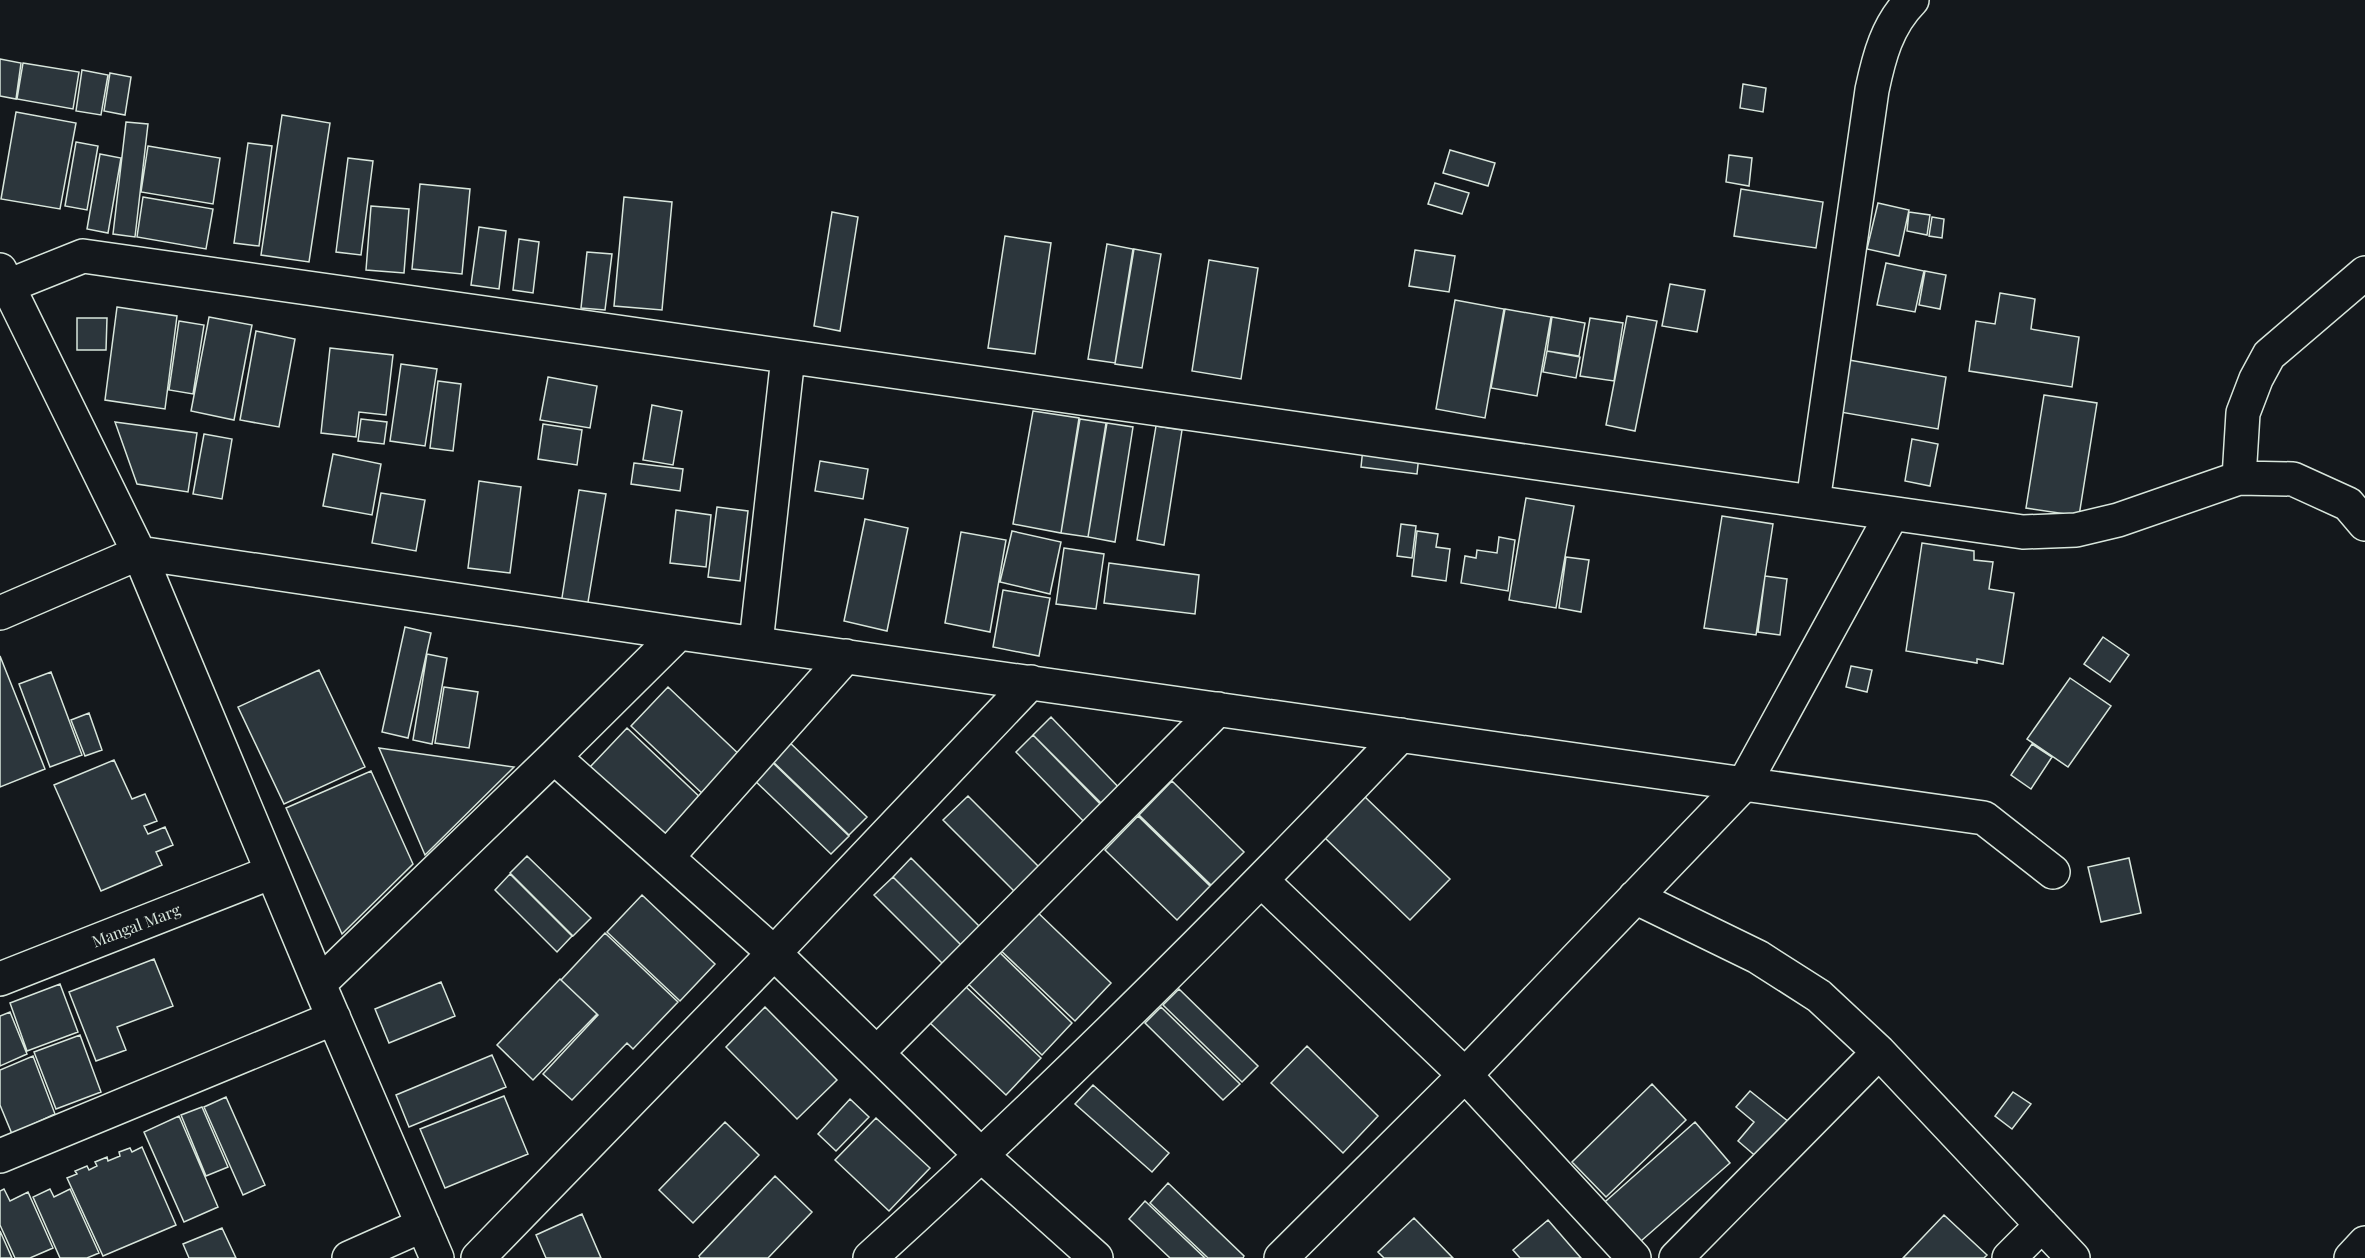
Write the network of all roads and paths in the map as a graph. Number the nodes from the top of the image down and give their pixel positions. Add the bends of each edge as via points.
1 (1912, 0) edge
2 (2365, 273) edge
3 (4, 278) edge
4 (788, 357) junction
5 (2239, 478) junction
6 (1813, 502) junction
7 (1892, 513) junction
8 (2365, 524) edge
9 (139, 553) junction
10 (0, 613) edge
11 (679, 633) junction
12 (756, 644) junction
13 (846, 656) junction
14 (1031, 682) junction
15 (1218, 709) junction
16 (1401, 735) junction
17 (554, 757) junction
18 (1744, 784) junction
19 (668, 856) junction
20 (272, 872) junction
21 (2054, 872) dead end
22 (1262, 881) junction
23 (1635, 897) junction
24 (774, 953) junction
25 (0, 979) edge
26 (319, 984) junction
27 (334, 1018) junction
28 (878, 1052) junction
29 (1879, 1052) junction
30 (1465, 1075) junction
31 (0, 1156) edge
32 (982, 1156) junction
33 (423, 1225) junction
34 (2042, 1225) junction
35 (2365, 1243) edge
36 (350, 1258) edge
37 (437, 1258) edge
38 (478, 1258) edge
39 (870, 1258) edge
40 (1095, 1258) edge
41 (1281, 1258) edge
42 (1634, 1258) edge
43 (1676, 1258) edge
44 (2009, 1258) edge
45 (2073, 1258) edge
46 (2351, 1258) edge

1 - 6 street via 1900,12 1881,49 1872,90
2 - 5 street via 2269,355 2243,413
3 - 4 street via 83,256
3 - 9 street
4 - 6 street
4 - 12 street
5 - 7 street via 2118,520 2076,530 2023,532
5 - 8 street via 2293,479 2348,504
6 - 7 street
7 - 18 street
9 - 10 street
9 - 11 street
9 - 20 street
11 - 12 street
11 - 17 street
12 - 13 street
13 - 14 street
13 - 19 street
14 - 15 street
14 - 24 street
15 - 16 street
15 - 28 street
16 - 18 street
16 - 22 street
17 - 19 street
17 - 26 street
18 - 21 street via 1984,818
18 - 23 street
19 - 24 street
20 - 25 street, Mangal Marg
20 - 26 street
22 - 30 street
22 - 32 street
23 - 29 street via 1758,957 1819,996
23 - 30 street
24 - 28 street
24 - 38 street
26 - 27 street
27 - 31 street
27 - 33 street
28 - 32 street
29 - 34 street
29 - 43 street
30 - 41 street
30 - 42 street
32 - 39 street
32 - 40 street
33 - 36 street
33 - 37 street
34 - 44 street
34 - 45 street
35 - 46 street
■ ■ ■ ■
(TASK GOAL) Could you write out every record exactly, leaving the pictures out?

(RESPONSE FOR THIS EXERCISE)
Write the network of all roads and paths in the map as a graph. Number the nodes from the top of the image down and give their pixel positions. Add the bends of each edge as via points.
1 (1912, 0) edge
2 (2365, 273) edge
3 (4, 278) edge
4 (788, 357) junction
5 (2239, 478) junction
6 (1813, 502) junction
7 (1892, 513) junction
8 (2365, 524) edge
9 (139, 553) junction
10 (0, 613) edge
11 (679, 633) junction
12 (756, 644) junction
13 (846, 656) junction
14 (1031, 682) junction
15 (1218, 709) junction
16 (1401, 735) junction
17 (554, 757) junction
18 (1744, 784) junction
19 (668, 856) junction
20 (272, 872) junction
21 (2054, 872) dead end
22 (1262, 881) junction
23 (1635, 897) junction
24 (774, 953) junction
25 (0, 979) edge
26 (319, 984) junction
27 (334, 1018) junction
28 (878, 1052) junction
29 (1879, 1052) junction
30 (1465, 1075) junction
31 (0, 1156) edge
32 (982, 1156) junction
33 (423, 1225) junction
34 (2042, 1225) junction
35 (2365, 1243) edge
36 (350, 1258) edge
37 (437, 1258) edge
38 (478, 1258) edge
39 (870, 1258) edge
40 (1095, 1258) edge
41 (1281, 1258) edge
42 (1634, 1258) edge
43 (1676, 1258) edge
44 (2009, 1258) edge
45 (2073, 1258) edge
46 (2351, 1258) edge

1 - 6 street via 1900,12 1881,49 1872,90
2 - 5 street via 2269,355 2243,413
3 - 4 street via 83,256
3 - 9 street
4 - 6 street
4 - 12 street
5 - 7 street via 2118,520 2076,530 2023,532
5 - 8 street via 2293,479 2348,504
6 - 7 street
7 - 18 street
9 - 10 street
9 - 11 street
9 - 20 street
11 - 12 street
11 - 17 street
12 - 13 street
13 - 14 street
13 - 19 street
14 - 15 street
14 - 24 street
15 - 16 street
15 - 28 street
16 - 18 street
16 - 22 street
17 - 19 street
17 - 26 street
18 - 21 street via 1984,818
18 - 23 street
19 - 24 street
20 - 25 street, Mangal Marg
20 - 26 street
22 - 30 street
22 - 32 street
23 - 29 street via 1758,957 1819,996
23 - 30 street
24 - 28 street
24 - 38 street
26 - 27 street
27 - 31 street
27 - 33 street
28 - 32 street
29 - 34 street
29 - 43 street
30 - 41 street
30 - 42 street
32 - 39 street
32 - 40 street
33 - 36 street
33 - 37 street
34 - 44 street
34 - 45 street
35 - 46 street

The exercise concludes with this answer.